(Untitled)

Jan 07, 2008 22:35

Bran will have to leave Clwyd for the spring term soon, but at the moment he's still at the farm, reviewing his classnotes, preparing the next semester's work, helping out his father and the other farmworkers, and remaining infuriated at the local news ( Read more... )

nita callahan, mary lennox, bran davies, tegid tathal, meg ford

Leave a comment

mmquitecontrary January 9 2008, 05:20:07 UTC
Mary is regarding him solemnly.

"Are you still angry?" she asks, after a few moments.

Reply

theravenboy January 9 2008, 05:36:36 UTC
"Yes," Bran says gently, "but I am getting better at putting the anger aside when there is nothing that I can do about it. And right now, there is nothing I can do. How are you, Mary?"

Reply

mmquitecontrary January 9 2008, 05:41:03 UTC
"I am twelve now," Mary informs him, standing a little straighter, "but other than that I am mostly as usual."

Reply

theravenboy January 9 2008, 05:49:34 UTC
"Penblwydd hapus, then. Happy birthday," Bran says, as solemn as Mary. "There were very many important things that happened to me, the year I was twelve."

Reply

mmquitecontrary January 9 2008, 05:56:26 UTC
Mary repeats the phrase, carefully.

"Penblooud hapus? I shall remember that. How long ago was it that you were twelve?"

Reply

theravenboy January 9 2008, 06:01:29 UTC
"Pen-BLU-ith," Bran corrects. "Careful to use the soft th sound for the double d. Seven years ago, it was, back when I first met Will."

Reply

mmquitecontrary January 9 2008, 06:07:35 UTC
"Was Will twelve then too," Mary asks, "or was he the same as he is now?"

Mr. Lyon is old as can be imagined, and Will is the same sort of thing as Mr. Lyon, after all.

Reply

theravenboy January 9 2008, 06:11:27 UTC
"Eleven going on twelve. We are more or less the same age.
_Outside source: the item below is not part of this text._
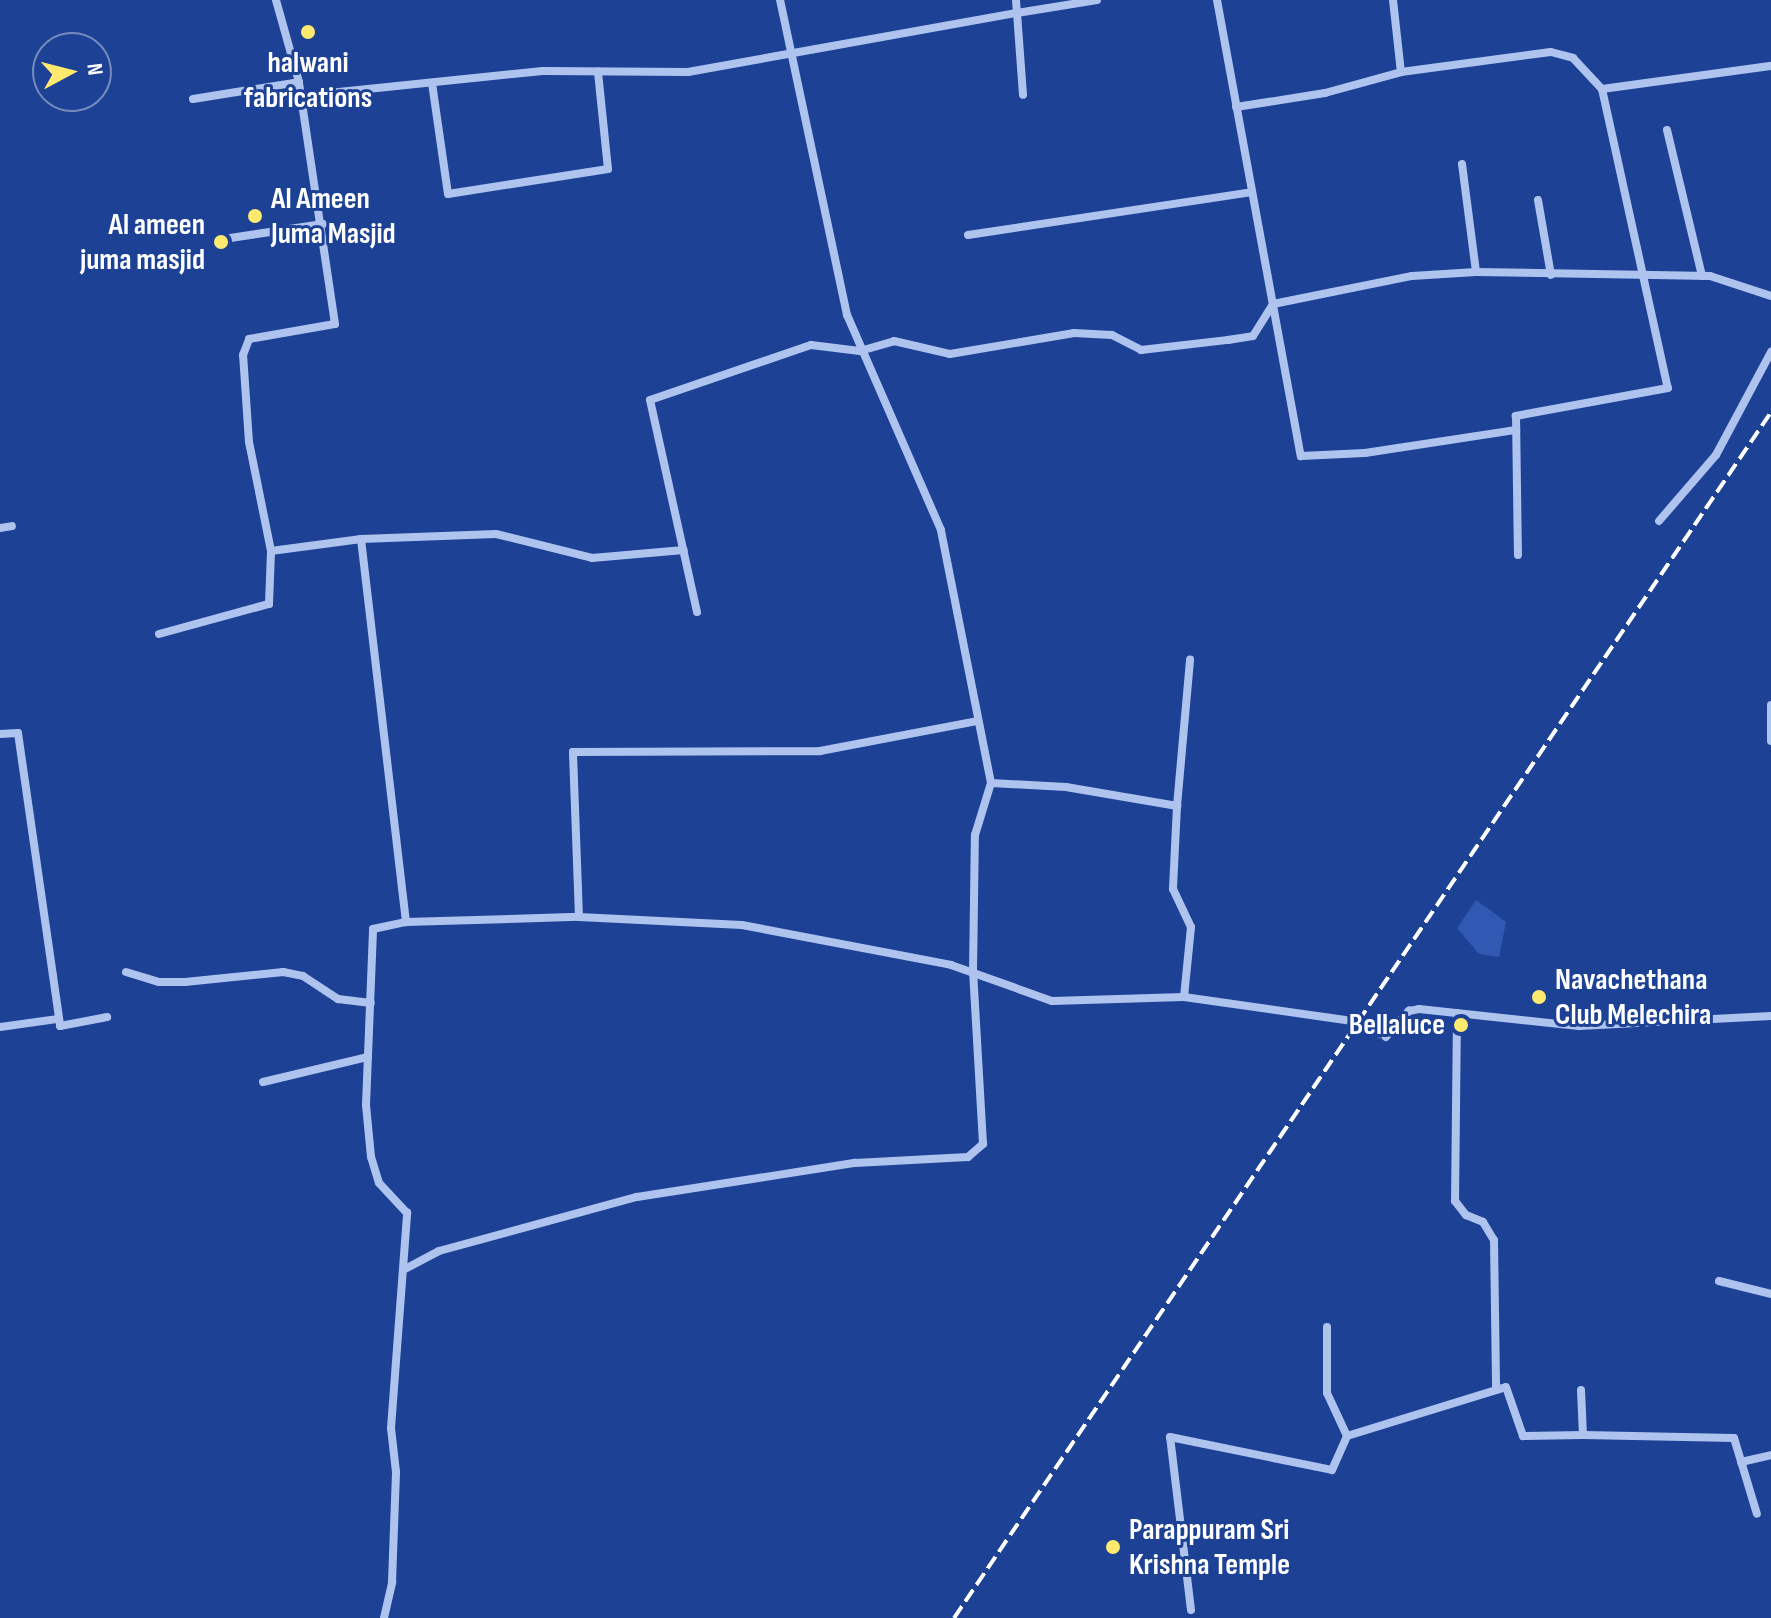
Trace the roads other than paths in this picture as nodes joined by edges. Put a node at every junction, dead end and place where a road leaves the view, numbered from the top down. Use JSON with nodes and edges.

Although Will was a very old eleven." Most eleven-year-old boys do not inform their friends that the murder of their friends' dogs is part of the long pattern of history.

Reply

mmquitecontrary January 9 2008, 06:15:09 UTC
"Were you an old eleven?"

Mary cannot imagine Bran as one of the shouting, running boys who called her names in the first house she stayed in before moving to the manor; she cannot really imagine him throwing a tantrum like Colin, either.

Reply

theravenboy January 9 2008, 06:17:02 UTC
"I am not sure, really," Bran says, thinking about it. "I never really had friends before Will, so I don't know."

Reply

mmquitecontrary January 9 2008, 06:26:07 UTC
"You knew me when I was eleven," Mary says, thoughtfully (because that was clearly ever so long ago). "I do not know if you have known many other eleven year olds to compare, though; and I am awfully queer."

Reply

theravenboy January 10 2008, 03:53:08 UTC
Bran does not laugh at Mary. "I expect that you and I were about the same age, when we were eleven."

Reply

mmquitecontrary January 10 2008, 05:54:39 UTC
"I had not any friends either, before I was - not eleven. Before I was ten. I expect that is part of it. I made friends when I came to Yorkshire, and to here. I came here too when I was nine, but I did not know enough to be able to make friends, then."

Reply

theravenboy January 14 2008, 03:55:18 UTC
"Making friends is a skill," Bran agrees, "and not an easy one, either. I am proud of you for learning it."

Reply

mmquitecontrary January 14 2008, 04:08:03 UTC
"Dickon taught it to me," Mary says, "and Duo, and the robin."

There's a quiet kind of happiness in her voice, at that; she's lucky, in this, and however contrary she might be she knows it.

"Was it Will who taught it to you?"

Reply

theravenboy January 14 2008, 04:20:24 UTC
"Some," Bran says, his tawny eyes going vague with thought. "John Rowlands taught me some too. But the one who really taught me was Cafall. He was my dog."